# Task details
Go through each line of the entries below and tally those containing the string "Siemens"; give only the total.

# Entries shown
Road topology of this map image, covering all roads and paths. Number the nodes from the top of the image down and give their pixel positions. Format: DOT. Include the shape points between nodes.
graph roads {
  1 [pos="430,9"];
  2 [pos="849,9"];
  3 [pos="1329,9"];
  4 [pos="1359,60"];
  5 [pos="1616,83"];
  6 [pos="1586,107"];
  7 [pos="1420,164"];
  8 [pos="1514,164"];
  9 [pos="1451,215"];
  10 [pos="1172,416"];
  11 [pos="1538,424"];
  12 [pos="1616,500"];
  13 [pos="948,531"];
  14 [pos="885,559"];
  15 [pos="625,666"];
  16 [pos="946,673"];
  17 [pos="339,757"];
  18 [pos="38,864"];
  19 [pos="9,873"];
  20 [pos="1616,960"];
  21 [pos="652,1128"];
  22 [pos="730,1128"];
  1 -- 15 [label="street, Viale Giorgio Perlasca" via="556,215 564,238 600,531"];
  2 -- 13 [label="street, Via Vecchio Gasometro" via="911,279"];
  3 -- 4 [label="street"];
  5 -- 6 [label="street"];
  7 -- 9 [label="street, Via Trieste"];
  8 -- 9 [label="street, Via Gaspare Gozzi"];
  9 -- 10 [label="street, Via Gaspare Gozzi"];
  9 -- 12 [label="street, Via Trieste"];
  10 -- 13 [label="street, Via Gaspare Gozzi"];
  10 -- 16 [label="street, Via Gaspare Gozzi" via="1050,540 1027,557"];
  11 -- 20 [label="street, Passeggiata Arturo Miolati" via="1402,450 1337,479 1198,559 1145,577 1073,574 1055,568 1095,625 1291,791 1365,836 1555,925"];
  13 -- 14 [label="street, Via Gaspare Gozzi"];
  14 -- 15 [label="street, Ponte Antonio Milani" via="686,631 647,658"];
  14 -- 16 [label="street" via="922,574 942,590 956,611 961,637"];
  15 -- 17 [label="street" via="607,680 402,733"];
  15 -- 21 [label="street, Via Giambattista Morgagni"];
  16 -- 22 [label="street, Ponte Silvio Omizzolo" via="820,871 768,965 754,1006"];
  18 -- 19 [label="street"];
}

* * *

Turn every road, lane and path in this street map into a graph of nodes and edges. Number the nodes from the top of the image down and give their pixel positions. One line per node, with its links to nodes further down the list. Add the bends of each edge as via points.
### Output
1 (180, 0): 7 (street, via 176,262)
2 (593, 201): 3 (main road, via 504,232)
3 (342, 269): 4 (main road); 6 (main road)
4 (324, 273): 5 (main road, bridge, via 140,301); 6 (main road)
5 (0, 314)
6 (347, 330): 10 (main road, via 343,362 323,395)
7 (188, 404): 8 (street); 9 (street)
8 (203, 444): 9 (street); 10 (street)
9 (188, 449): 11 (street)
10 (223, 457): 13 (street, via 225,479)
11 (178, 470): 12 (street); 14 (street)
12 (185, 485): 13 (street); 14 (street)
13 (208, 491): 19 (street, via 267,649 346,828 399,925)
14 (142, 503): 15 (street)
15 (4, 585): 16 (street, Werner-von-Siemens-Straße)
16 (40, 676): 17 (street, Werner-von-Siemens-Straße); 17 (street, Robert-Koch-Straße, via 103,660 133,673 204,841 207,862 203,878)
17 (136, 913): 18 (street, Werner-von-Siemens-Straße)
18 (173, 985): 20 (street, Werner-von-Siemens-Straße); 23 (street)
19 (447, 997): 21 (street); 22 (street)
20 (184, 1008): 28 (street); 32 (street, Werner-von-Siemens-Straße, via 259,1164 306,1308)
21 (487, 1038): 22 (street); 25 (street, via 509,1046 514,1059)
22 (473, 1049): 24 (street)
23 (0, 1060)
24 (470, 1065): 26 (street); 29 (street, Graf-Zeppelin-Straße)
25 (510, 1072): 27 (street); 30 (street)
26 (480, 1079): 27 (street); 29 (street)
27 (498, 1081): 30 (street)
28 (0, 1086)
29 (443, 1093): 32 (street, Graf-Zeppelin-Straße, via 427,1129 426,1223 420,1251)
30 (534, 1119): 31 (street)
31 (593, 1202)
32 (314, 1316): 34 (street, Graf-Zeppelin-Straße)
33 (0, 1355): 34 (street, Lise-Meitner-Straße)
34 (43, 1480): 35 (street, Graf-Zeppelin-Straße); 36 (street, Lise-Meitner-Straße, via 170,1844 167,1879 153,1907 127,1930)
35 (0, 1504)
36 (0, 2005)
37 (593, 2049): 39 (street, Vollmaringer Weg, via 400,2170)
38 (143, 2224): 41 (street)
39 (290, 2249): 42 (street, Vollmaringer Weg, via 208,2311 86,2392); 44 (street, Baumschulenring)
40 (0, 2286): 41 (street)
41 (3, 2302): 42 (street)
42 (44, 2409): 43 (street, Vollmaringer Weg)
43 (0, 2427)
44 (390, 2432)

# Response for this exercise
5